---
name: swarm-local-e2e
description: Guide for running local E2E tests with API server, Docker lead/worker containers, task creation, log verification, UI dashboard, and cleanup
---

# Local E2E Testing Guide

Run full end-to-end tests of the agent swarm locally with a real API server and Docker containers.

## When to Use This Skill

This skill should be invoked in two modes:

1. **User-requested QA**: The user asks you to run E2E tests, verify a feature, or QA a specific flow. Follow the steps below targeting what they asked for.

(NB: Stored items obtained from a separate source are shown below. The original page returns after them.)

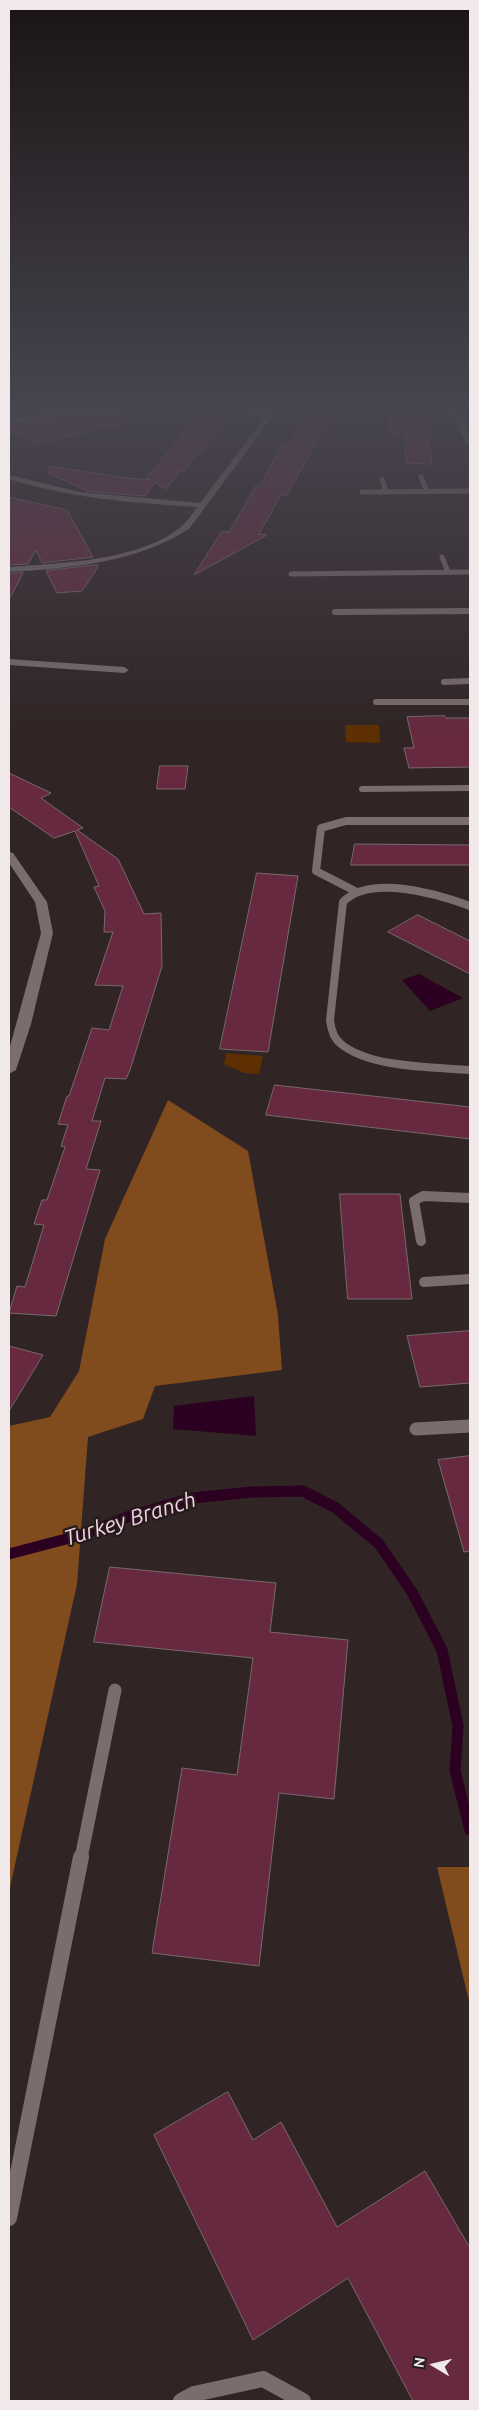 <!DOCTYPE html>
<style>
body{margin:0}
#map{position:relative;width:479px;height:2410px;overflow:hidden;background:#302424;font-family:Ubuntu,sans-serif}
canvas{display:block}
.frame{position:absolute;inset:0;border:10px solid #f1e9e9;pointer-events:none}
.north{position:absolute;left:409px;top:2340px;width:50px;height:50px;-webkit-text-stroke:4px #261b1b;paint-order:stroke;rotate:279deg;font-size:14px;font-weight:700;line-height:20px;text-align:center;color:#f1e9e9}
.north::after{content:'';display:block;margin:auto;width:18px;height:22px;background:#f1e9e9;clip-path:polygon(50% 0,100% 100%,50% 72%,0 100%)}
</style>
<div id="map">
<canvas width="479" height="2410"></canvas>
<div class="frame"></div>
<div class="north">N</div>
</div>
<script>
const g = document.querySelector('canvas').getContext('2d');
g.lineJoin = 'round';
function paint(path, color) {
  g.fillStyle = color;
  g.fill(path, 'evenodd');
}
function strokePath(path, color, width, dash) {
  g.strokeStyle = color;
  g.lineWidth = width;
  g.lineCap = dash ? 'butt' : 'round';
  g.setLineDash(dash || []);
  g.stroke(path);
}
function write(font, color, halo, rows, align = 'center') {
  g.font = font + ' Ubuntu,sans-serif';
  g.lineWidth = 4.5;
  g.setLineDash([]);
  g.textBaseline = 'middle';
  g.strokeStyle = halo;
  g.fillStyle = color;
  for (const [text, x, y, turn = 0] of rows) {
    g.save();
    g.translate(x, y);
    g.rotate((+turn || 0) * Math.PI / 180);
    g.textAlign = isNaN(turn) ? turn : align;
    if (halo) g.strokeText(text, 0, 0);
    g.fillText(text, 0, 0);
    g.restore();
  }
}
const green = new Path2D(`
 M345,725H379L380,743L346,742Z
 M226,1053L263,1056L259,1074L244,1073L224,1064Z`);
const forest = new Path2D(`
 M168,1100L248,1151L278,1315L282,1370L155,1386L143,1419L88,1437L77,1584L9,1892V1426L50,1417L79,1371L105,1239Z
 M437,1867H470V2003L468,1997Z`);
const water = new Path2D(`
 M419,974L463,998L430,1011L402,980Z
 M254,1396L256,1436L173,1429L174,1406Z`);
const stream = new Path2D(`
 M9,1554L81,1535L127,1517L192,1498L252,1492L303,1491L336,1508L379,1544L412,1592L442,1650L458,1726L455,1771L470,1830`);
const building = new Path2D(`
 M9,405H120V407L74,409L9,418Z
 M312,405H337L287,495H281L259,534L267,535L194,575L222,531L229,532L256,486H260L282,445H289Z
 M386,405H402L434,434H427L432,464L406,463L405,434H392Z
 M120,415L121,426L102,428L38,444L9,431V426L74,417Z
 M194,420L219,421L214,427L219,428L200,453H196L185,471H179L166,489L155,482L145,496L88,491L48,473L50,466L126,478L151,480L147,478Z
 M9,497L67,510L93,557L42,563L36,550L28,564L9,565Z
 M97,565L98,567L82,591L57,593L46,571Z
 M23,573L9,600V574Z
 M445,716L446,718H470V767L409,768L404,748H414L407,717Z
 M160,766H188L185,789H157Z
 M9,773L51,793L41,798L83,828L77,830L118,859L144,914L161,913L162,966L130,1070L126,1079L105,1078L92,1121H101L86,1169L100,1170L56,1316L9,1313L17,1286L25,1287L44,1225L34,1224L42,1200H47L65,1147L61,1146L68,1125L58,1124L67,1096H69L92,1028L109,1030L123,986L95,985L113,932H104L105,911L94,887L99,886L75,831L54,838L9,807Z
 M355,844L470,845V865H351Z
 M257,873L298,876L268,1052L220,1049Z
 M418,915L470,941V974L388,932Z
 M275,1085L470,1107V1139L266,1115Z
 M340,1194H400L412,1299H348Z
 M470,1331V1383L420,1387L407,1336Z
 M9,1346L43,1355L9,1411Z
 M470,1456V1551L464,1552L438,1460Z
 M110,1567L276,1583L270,1632L348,1640L334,1799L279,1793L259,1966L152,1953L182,1768L237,1775L253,1658L94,1642Z
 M228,2092L253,2140L281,2122L337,2227L425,2171L470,2248V2401H413L348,2278L253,2340L154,2135Z`);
const laneFar5 = new Path2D(`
 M421,477L427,491
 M382,479L386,492
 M362,492L470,491
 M442,557L448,572
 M291,574L470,572`);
const laneFar4 = new Path2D(`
 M335,612L470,611
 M444,682L470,681
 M376,702H470
 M362,789L470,788`);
const laneFar3 = new Path2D(`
 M355,891L316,871L321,828L346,821H470
 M470,906C438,894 370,874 343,902L330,1020C331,1029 333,1038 341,1044C370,1068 433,1067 470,1070`);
const laneFar2 = new Path2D(`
 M421,1241L414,1201L423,1196L470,1198
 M424,1282L470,1279`);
const laneFar1 = new Path2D(`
 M416,1429L470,1426
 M81,1858L115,1690`);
const lane = new Path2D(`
 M9,2218L81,1857
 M181,2401L194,2394L263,2379L303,2401`);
const street = new Path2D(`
 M275,405H281L189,529C135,563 72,568 9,572V567C60,563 143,561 183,525C188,521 193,513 197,507C133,503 70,498 9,479V475L80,492L200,503L266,416C180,410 95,409 9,424V420C96,404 182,406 269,412Z
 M9,659L124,667L129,670L124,673L9,665Z
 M9,852L13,853L47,902L53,933L31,1024L16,1070L9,1074V1050L41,933L35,902L9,863Z`);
const secondary = new Path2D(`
 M442,405H449C463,415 470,429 470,446L466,444L457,422Z`);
const nearWaternames = [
 ["Turkey Branch",130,1519,-17]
];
paint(green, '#5e2f00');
paint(forest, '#804b1d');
paint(water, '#2c0020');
strokePath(stream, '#2c0020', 11);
paint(building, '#67293f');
strokePath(building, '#776a6d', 1);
strokePath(laneFar5, '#7b6d6d', 5);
strokePath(laneFar4, '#7b6d6d', 6);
strokePath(laneFar3, '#7b6d6d', 8);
strokePath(laneFar2, '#7b6d6d', 10);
strokePath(laneFar1, '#7b6d6d', 13);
strokePath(lane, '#7b6d6d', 16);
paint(street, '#7b6d6d');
paint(secondary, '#7b6d6d');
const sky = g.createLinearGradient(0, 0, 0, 742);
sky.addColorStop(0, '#1a1414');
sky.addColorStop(0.55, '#484550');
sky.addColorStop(1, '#48455000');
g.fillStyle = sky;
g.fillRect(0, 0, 479, 742);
write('italic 22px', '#f4d0e6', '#261b1b', nearWaternames);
</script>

2. **Automated change verification**: After implementing changes that touch the API, runner, polling, task lifecycle, session logs, Docker entrypoint, or worker/lead behavior — use this skill proactively to verify the changes work end-to-end. Determine what's testable based on the diff:
   - **Task lifecycle changes** (poll, runner, store-progress): Create assigned + pool tasks, verify they complete and have correct logs
   - **Session log changes**: Run two sequential tasks on the same agent, verify log isolation (unique sessionIds, no cross-contamination)
   - **Docker / entrypoint changes**: Build image, start containers, verify boot logs and registration
   - **UI changes**: Start the dashboard, use agent-browser/qa-use to verify rendering
   - **API endpoint changes**: Call the endpoint directly and verify the response

You do not need to run every step — pick the subset relevant to the changes being tested.

## Prerequisites

- OrbStack or Docker Desktop running (`open -a OrbStack` if needed)
- `.env` with `API_KEY` and `PORT` configured
- `.env.docker-lead` with lead config (`AGENT_ID`, `CLAUDE_CODE_OAUTH_TOKEN`, `MCP_BASE_URL`)
- `.env.docker` with worker config (`AGENT_ID`, `CLAUDE_CODE_OAUTH_TOKEN` or `OPENROUTER_API_KEY`, `MCP_BASE_URL`)

## Step 1: Determine Your Port

Check `.env` for the configured port — do **not** assume 3013:

```bash
grep ^PORT= .env
```

Use this value as `$PORT` throughout. In worktrees, each worktree may have a different port. Always verify and use the value from `.env`.

Also verify the Docker env files match:
```bash
grep MCP_BASE_URL .env.docker-lead .env.docker
# Both should point to http://host.docker.internal:$PORT
```

If they don't match, update them before starting containers.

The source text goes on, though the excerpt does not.